Source: The Muslim Sunrise, Spring, 2013.
By Zia H Shah MD
Christianity is sandwiched between Judaism and Islam and three fourth of the Christian Bible is the Old Testament, so it is but natural to understand the Christian theology in light of both, especially Judaism, which precedes it.
In the three great monotheistic religions, Islam, Unitarian Christianity and Judaism, God is viewed as a supreme, transcendent being, beyond matter space and time, and yet the foundation of all that meets our senses that is described in terms of matter, space, and time. That is the Al Batin, the Hidden or the Transcendent God of monotheism. Furthermore, this God is not the god of Deism, who created the world and then left it alone, or the god of pantheism, who is equated with all of existence. The Transcendent God is a nanosecond-by-nanosecond participant in each event that takes place in every cubic nanometer of the universe. He has full knowledge of all things. God listens to every thought and participates in each action of His very special creation, a minute bit of organized matter called humanity that moves around on the surface of a tiny pebble in a vast universe.
This is the Jewish, the Unitarian Christian and the Islamic theology in a nutshell. It can be encapsulated in a simple yet elegant line of the Muslim creed, “There is no God but God (Allah)!” In contrast, the Trinitarian concept of God or nature of Jesus is an unending debate, extending over centuries, which I will document in this article, only until the time of Emperor Heraclius, who personally received a letter from the Prophet Muhammad, may peace be on him.
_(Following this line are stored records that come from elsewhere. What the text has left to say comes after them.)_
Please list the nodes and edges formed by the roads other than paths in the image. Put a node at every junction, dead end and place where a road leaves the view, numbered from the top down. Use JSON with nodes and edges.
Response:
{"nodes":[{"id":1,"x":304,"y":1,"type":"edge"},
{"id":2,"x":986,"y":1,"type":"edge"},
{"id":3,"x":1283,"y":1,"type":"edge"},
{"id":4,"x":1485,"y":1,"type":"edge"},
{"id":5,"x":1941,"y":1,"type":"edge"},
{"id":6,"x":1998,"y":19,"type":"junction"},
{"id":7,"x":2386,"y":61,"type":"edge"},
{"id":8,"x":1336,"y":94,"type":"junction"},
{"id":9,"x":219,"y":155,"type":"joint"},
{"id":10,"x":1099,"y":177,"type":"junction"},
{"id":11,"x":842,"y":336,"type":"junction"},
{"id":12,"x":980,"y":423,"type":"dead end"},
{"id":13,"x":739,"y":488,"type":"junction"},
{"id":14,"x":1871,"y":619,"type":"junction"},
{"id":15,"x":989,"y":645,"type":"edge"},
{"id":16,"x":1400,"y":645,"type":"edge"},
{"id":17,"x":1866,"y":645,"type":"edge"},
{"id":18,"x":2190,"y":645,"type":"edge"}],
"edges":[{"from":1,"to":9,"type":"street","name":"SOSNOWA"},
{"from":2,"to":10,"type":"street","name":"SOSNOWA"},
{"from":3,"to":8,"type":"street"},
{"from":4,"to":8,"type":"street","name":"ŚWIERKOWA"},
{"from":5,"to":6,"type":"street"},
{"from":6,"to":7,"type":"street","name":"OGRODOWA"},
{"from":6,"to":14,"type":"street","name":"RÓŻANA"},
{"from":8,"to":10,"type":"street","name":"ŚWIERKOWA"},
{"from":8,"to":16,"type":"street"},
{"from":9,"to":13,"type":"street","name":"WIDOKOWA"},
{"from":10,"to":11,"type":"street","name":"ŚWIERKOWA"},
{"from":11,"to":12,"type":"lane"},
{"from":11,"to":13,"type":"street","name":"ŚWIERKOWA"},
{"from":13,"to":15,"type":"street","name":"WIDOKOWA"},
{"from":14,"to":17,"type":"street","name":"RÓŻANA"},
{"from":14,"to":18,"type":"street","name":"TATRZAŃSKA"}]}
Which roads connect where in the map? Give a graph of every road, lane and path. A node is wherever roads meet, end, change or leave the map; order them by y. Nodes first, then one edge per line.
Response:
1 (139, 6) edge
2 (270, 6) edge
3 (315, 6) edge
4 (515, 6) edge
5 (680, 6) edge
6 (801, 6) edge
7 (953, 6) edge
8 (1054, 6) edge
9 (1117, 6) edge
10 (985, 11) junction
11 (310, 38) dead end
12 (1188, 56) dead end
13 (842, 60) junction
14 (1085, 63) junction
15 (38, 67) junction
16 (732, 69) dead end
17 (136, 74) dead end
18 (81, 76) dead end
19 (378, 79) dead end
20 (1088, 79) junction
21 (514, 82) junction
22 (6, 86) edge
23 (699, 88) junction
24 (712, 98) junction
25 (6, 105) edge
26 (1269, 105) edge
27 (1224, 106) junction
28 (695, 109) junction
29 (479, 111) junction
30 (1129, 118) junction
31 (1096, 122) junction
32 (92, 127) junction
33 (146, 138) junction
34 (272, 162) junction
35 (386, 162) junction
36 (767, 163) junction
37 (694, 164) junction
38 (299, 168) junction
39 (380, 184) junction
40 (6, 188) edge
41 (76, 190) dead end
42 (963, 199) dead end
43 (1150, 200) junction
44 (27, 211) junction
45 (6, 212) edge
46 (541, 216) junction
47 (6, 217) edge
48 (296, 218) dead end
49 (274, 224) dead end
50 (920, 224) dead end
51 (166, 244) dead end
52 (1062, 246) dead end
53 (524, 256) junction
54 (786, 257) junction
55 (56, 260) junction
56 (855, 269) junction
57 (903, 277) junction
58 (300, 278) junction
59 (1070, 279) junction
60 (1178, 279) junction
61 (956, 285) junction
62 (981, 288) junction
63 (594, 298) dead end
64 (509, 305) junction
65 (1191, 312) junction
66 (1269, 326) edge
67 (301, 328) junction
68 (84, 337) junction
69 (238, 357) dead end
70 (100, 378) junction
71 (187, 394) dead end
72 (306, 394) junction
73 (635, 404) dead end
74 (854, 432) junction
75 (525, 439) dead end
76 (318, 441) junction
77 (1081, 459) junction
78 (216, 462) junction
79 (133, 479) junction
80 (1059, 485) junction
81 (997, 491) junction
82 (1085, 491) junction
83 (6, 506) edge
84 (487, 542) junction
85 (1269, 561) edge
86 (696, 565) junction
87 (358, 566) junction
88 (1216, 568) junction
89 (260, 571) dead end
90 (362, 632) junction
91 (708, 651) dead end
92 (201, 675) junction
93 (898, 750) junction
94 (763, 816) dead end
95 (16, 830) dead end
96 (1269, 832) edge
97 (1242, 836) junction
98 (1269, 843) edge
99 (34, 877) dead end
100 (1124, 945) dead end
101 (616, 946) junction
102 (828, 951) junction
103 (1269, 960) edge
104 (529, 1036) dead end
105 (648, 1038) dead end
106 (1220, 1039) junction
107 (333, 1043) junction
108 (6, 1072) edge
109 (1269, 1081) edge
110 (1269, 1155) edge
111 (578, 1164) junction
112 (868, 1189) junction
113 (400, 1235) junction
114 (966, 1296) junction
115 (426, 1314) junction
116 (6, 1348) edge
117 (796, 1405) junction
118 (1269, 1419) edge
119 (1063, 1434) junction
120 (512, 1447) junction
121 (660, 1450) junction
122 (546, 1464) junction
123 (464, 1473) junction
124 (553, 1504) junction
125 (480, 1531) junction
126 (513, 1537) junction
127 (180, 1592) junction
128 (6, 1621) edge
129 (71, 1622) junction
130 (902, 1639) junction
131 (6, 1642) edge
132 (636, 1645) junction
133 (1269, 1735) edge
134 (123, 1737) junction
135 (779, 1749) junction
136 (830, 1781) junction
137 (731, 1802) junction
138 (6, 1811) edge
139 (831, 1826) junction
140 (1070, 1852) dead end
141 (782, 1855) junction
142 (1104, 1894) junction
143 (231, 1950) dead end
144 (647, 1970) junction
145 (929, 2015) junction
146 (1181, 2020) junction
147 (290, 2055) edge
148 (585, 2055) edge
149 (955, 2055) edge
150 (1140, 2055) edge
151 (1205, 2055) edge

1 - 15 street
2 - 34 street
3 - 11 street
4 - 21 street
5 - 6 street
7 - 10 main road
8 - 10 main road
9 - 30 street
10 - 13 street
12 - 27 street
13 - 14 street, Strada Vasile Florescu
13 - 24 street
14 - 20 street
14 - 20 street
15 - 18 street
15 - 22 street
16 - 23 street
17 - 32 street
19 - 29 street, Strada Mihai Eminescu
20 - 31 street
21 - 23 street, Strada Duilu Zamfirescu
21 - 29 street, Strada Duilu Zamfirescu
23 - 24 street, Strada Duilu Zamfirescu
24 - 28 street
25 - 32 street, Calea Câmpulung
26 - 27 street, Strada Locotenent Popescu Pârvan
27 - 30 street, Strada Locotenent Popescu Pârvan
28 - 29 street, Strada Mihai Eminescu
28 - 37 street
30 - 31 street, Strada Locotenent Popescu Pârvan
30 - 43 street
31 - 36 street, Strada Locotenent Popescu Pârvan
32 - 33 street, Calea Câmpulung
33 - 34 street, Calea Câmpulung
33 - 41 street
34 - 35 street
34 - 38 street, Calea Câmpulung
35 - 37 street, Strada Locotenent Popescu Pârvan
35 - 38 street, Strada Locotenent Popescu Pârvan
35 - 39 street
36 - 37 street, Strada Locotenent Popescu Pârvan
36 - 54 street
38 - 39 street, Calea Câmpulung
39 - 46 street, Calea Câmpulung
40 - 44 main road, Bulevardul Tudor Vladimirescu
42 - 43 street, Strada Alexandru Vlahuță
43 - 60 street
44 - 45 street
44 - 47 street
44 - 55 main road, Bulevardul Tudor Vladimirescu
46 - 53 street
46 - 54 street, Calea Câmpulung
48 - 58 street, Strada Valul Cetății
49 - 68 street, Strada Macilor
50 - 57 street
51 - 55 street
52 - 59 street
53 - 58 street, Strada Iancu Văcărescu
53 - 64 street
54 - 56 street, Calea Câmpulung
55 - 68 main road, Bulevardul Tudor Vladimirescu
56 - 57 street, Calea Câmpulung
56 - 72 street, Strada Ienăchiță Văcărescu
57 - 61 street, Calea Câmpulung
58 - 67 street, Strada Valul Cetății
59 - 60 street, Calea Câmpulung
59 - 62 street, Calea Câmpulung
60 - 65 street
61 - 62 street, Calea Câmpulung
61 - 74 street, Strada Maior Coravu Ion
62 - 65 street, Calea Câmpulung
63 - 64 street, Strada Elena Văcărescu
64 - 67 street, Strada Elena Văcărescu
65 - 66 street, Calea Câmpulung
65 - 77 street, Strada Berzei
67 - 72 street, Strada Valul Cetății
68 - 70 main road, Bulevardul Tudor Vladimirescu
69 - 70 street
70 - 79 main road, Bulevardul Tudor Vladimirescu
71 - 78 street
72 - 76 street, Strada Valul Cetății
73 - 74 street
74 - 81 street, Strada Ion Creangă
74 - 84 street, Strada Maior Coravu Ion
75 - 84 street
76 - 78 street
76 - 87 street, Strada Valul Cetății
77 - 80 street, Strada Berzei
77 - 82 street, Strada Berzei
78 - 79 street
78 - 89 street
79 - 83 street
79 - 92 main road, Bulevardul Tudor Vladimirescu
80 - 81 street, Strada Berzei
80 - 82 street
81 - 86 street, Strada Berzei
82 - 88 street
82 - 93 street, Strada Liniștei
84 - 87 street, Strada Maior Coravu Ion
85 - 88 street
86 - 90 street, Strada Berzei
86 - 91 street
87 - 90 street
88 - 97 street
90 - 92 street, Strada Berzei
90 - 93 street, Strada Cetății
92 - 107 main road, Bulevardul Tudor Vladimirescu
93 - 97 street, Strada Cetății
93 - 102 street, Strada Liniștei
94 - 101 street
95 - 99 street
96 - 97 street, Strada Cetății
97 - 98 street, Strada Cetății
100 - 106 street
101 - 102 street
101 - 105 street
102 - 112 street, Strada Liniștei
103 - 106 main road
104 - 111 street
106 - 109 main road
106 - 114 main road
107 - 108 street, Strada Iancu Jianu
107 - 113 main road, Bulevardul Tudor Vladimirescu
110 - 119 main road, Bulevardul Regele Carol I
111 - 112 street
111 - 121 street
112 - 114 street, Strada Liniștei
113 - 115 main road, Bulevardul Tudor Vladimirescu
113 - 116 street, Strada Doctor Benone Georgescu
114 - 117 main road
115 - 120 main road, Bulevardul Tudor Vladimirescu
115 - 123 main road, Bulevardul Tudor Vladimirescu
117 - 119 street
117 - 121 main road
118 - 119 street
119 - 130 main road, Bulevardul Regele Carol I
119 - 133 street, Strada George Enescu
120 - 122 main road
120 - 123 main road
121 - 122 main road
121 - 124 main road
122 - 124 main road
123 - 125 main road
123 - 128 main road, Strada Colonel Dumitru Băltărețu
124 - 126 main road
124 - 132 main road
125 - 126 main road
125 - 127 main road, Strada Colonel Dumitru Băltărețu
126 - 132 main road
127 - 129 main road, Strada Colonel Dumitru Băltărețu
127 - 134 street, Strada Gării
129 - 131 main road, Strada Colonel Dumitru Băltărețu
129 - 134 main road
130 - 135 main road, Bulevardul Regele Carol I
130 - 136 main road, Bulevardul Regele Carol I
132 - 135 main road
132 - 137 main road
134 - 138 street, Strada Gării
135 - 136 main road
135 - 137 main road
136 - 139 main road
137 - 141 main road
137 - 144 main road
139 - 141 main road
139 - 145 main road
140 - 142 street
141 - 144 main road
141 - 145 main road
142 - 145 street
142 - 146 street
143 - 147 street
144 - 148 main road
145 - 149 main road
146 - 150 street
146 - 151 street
The debate about the very nature of God still rages in Christianity even in the 21st century.
To engage my Christian readers, let me suggest in the words of Sir Francis Bacon’s advice, “Read not to contradict … but to weigh and consider.”
The Holy Quran beautifully draws the character of the Prophet Solomon, his Deism along with his devotion to the Personal God of his forefathers:
And We (Allah) bestowed on David, Solomon who was an excellent servant. He was always turning to Us. When there were brought before him at eventide steeds of noblest breed and swift of foot, He said, ‘I love the love of horses because of the remembrance of my Lord.’ So great was his love of them that when they were hidden behind the veil, he said, ‘Bring them back to me.’ Then he began to pass his hand over their legs and their necks. (Al Quran 38-31-34)
Prophet Solomon sees the Personal God of his forefathers, Abraham, Ishmael and Isaac through His beautiful creation, more specifically through horses that he loves.
His father David sings the praises of the Creator God in Psalm after Psalm and the Psalm 72 is attributed to Solomon, in which he offers prayer after prayer to the Personal God of Jewish tradition, without knowing an iota about Jesus, for he preceded him by at least seven centuries:
Endow the king with your justice, O God,
the royal son with your righteousness.
May he judge your people in righteousness,
your afflicted ones with justice.
May the mountains bring prosperity to the people,
the hills the fruit of righteousness.
May he defend the afflicted among the people
and save the children of the needy;
may he crush the oppressor.
May he endure as long as the sun,
as long as the moon, through all generations.
May he be like rain falling on a mown field,
like showers watering the earth.
In his days may the righteous flourish
and prosperity abound till the moon is no more.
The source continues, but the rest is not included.